A pointless marketing study from Adobe suggests the most vexatious, yet commonly-used email phrases is "Not sure if you saw my last email", typically used in follow-up messages, after initial attempts have fallen on deaf ears. True that.
Old term, new hashtags
A reader writes: "This week I have been foraging (blackberry picking), wild swimming (having a swim in the sea) and forest bathing (taking a woodland walk). It's interesting how ordinary experiences enjoyed by my wartime-generation mother become romantically repackaged and resold to millennials." The Guardian
Grant from Whangamata writes: "We were on holiday in Dumfries, Scotland, some years ago and the council were having a massive problem with pigeon poo. Their solution: eliminate the pigeons using shotguns. Problem was that this was carried out by council officers at 3pm as the children were coming out of school. Not a great solution and promptly discontinued."
Strange names
1. Morris Ford, Chris Cross and, incredible but true, Roland Butter.
2. At my husband's primary school, there was a Pearl Diver.
3. Iris Chew was the postmaster's wife.
4. As a teenager I knew a Cherry Ordchard.
5. My daughter went to high school with a girl called Phillipa Kettle.
6. A school in Hamilton has on its roll twins Chaos and Havoc.
7. As a teacher, I have encountered many unusual names: Casa Blanca, Monte Carlo, Flyriver and Dargaville, and siblings Heaven and Testify, Sincere, Earnest and Faith; and Destiny and Devine.
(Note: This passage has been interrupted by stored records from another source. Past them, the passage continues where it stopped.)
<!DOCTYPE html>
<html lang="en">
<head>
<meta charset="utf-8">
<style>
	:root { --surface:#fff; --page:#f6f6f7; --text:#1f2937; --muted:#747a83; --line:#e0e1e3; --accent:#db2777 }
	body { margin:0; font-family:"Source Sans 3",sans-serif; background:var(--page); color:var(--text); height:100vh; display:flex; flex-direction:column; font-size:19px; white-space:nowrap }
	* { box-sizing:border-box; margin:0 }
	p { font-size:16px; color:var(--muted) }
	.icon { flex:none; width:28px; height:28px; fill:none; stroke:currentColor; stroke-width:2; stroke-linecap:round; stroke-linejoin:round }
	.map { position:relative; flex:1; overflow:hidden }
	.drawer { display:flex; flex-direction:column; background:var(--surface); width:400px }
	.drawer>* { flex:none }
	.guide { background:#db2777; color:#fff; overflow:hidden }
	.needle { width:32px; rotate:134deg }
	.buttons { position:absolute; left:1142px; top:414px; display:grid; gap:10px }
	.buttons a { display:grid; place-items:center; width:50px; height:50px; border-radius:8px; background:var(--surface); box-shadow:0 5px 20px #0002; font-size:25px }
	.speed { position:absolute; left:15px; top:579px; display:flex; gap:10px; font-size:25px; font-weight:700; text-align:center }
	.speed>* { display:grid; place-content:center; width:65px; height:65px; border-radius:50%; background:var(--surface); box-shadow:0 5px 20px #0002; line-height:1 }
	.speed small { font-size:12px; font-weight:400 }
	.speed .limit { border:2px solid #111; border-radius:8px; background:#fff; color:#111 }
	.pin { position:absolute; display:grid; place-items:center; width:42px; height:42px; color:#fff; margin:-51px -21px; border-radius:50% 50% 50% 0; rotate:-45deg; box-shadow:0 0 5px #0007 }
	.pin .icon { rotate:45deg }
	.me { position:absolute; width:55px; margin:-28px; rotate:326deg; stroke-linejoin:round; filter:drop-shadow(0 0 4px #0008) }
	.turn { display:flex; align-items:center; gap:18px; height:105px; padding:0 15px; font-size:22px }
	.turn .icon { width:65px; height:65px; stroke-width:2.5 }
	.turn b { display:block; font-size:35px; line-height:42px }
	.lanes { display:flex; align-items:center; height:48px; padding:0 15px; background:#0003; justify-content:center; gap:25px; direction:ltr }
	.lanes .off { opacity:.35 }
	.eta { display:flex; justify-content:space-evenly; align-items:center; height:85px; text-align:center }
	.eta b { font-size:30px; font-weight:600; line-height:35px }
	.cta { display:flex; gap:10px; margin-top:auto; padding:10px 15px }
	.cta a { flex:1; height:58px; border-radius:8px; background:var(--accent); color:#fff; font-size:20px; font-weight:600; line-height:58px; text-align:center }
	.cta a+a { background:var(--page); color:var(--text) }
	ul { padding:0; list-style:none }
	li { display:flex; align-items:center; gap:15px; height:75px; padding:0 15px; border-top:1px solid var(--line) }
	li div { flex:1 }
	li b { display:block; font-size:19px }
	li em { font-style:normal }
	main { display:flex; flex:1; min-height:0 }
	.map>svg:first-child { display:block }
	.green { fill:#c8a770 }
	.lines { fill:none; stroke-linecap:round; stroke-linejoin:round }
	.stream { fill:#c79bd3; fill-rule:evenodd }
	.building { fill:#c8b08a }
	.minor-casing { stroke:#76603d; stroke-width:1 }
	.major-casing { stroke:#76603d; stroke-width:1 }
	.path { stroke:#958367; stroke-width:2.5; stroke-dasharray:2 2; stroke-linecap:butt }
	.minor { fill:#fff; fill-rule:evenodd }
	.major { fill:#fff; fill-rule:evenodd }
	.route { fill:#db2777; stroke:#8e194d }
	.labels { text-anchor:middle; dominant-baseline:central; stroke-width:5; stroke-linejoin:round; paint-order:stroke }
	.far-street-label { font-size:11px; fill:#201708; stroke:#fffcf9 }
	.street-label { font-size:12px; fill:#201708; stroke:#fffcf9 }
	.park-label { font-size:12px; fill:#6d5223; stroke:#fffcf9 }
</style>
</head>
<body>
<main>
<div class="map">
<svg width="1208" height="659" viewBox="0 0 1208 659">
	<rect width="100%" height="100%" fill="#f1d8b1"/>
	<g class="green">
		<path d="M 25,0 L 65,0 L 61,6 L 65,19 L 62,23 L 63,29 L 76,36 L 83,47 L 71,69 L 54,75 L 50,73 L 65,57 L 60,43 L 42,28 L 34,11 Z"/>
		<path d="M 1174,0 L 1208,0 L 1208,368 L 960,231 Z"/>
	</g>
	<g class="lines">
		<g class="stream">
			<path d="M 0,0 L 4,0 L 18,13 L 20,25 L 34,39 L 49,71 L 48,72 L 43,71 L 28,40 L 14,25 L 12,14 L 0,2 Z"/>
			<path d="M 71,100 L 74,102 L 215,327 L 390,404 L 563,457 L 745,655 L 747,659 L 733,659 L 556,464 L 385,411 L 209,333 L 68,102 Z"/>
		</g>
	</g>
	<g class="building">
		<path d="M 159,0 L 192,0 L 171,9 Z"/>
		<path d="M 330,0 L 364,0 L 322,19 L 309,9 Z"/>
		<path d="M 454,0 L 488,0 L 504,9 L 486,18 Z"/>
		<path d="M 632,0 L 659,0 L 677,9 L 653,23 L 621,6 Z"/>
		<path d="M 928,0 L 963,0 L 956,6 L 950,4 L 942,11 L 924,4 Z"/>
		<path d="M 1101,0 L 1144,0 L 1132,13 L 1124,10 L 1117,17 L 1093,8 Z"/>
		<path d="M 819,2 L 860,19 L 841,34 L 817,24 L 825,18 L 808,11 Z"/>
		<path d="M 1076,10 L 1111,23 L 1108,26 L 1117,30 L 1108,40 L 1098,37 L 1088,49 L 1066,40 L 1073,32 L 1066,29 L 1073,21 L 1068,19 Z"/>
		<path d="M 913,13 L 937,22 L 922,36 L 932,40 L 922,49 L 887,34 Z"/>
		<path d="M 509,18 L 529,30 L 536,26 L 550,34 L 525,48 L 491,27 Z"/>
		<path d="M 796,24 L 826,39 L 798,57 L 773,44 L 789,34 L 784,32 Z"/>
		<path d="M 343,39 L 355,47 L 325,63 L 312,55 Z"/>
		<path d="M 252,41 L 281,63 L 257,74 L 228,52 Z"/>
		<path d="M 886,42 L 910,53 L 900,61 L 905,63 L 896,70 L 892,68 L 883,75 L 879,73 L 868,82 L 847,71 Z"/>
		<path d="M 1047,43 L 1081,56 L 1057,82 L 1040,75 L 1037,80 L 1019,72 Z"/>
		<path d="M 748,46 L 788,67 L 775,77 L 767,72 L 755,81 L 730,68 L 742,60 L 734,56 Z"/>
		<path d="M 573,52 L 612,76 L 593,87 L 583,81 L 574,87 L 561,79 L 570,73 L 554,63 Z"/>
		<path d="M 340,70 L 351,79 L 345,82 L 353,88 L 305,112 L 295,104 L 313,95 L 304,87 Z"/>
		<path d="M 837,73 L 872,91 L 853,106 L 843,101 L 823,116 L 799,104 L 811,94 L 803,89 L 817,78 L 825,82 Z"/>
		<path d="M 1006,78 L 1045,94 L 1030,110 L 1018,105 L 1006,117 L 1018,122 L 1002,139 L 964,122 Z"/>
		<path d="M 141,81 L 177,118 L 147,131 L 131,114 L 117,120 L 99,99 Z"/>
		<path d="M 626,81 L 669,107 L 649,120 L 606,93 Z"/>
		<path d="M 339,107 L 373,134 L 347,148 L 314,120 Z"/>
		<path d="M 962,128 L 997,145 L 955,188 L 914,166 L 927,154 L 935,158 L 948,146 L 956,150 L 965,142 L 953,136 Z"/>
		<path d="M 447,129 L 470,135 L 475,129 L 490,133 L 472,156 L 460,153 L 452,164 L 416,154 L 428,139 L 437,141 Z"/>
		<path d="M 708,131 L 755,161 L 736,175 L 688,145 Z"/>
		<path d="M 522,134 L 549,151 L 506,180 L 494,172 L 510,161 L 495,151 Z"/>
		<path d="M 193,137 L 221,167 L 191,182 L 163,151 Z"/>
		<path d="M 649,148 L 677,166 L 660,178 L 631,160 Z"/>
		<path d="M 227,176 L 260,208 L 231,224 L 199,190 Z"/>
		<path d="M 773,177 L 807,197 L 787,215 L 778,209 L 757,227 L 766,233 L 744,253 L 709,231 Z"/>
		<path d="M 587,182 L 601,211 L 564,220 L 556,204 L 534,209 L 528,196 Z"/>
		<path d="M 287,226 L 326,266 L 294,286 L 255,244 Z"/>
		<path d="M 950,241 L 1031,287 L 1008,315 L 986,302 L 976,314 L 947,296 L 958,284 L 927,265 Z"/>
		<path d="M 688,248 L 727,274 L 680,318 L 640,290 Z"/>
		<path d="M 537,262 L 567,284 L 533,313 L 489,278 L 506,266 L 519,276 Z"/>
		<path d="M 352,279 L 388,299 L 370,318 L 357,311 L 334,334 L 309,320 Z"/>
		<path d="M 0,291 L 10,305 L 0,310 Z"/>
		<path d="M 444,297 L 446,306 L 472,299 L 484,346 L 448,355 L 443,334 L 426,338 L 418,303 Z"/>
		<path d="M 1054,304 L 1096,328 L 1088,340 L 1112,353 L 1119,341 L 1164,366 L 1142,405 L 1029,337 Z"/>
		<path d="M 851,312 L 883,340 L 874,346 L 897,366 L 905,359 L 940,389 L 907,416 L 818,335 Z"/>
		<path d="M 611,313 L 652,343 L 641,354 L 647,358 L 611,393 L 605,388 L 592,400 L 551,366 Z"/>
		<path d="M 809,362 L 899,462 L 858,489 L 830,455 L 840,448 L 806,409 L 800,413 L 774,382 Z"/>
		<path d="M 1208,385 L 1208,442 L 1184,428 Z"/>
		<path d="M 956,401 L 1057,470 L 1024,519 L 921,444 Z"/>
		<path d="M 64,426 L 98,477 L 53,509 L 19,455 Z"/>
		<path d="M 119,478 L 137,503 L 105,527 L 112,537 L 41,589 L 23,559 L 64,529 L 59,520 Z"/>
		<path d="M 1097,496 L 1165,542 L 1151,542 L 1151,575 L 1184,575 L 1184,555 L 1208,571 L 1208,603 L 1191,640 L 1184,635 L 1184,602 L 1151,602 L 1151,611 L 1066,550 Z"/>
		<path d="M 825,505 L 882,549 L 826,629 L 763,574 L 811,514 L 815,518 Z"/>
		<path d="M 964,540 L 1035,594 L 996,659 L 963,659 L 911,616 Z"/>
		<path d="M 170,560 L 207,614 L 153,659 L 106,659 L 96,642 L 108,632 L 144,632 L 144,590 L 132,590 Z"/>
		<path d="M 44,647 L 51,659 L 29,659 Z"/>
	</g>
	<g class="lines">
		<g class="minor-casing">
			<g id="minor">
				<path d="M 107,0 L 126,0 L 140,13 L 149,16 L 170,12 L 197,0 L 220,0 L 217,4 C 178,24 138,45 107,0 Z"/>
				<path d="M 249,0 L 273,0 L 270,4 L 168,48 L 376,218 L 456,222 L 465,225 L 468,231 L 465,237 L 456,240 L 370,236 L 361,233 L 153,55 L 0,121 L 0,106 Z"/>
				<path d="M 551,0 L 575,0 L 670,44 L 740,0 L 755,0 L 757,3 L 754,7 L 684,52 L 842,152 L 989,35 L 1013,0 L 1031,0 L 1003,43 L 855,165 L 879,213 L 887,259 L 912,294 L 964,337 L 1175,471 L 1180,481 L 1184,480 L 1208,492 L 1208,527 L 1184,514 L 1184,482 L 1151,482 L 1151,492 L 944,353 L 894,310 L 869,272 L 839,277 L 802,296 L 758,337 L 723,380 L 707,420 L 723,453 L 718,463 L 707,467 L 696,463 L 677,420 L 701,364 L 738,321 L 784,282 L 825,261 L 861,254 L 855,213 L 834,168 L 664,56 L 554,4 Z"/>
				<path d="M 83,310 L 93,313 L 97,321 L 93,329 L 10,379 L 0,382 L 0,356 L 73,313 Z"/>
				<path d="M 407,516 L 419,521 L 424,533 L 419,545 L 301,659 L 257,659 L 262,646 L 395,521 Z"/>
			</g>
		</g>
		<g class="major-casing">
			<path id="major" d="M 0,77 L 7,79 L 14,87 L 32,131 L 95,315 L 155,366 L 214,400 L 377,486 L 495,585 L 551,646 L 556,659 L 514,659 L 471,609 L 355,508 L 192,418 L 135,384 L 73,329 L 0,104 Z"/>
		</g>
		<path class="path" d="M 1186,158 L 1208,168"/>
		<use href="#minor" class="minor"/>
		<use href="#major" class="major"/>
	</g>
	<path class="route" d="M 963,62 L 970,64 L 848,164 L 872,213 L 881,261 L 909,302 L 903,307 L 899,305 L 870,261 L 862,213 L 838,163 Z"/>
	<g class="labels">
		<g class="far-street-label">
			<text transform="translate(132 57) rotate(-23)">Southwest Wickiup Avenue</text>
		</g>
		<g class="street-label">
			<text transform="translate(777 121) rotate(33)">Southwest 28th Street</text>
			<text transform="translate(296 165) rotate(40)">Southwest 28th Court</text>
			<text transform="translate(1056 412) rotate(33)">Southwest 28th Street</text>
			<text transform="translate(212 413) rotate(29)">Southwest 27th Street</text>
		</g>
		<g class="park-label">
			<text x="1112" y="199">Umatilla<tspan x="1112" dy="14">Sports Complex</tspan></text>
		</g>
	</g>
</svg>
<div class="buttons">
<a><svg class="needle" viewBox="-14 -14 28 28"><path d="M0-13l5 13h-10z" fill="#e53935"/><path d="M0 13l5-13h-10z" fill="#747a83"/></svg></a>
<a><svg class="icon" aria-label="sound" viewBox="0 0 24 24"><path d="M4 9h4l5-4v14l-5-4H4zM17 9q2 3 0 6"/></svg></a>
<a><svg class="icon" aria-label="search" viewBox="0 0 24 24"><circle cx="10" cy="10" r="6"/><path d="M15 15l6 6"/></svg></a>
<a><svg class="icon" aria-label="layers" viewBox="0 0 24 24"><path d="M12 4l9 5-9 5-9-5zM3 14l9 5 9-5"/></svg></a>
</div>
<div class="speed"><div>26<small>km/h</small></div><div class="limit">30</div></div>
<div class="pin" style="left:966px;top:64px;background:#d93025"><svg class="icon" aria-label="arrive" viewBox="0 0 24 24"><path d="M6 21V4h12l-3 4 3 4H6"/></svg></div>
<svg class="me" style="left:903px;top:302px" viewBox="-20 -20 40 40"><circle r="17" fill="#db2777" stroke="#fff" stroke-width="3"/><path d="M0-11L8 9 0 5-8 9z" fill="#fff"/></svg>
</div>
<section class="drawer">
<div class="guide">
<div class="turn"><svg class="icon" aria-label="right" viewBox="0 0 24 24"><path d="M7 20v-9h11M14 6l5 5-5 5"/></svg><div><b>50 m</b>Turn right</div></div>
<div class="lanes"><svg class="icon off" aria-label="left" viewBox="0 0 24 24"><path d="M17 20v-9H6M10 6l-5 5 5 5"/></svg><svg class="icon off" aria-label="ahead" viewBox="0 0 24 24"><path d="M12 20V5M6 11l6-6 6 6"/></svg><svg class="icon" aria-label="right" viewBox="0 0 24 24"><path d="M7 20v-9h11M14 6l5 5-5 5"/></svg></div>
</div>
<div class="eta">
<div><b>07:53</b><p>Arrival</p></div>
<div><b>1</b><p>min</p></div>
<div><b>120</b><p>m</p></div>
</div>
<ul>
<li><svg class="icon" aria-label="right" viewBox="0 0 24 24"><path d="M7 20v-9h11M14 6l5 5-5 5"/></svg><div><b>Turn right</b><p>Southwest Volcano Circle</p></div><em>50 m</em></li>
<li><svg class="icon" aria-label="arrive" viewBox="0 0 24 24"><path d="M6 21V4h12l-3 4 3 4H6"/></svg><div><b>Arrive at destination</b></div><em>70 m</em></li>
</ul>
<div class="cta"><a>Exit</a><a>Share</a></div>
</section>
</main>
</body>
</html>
8. Back in the early 1920s, my dad went to school in East London with a boy called Orson Carte. Once he grew up, he realised what a twisted sense of humour his parents must have had!
Unworldly price too!
New neighbours a buzz kill
"We have a problem with bees," writes a reader. "A beekeeper has brought his work home and placed six beehives, housing thousands of bees, metres from our clothesline. The excrement mess is indescribable. The council says in a residential area we should expect insects. Well that's a surprise, but thousands of bees? I know how to get rid of them but it is probably illegal. Any helpful suggestions?"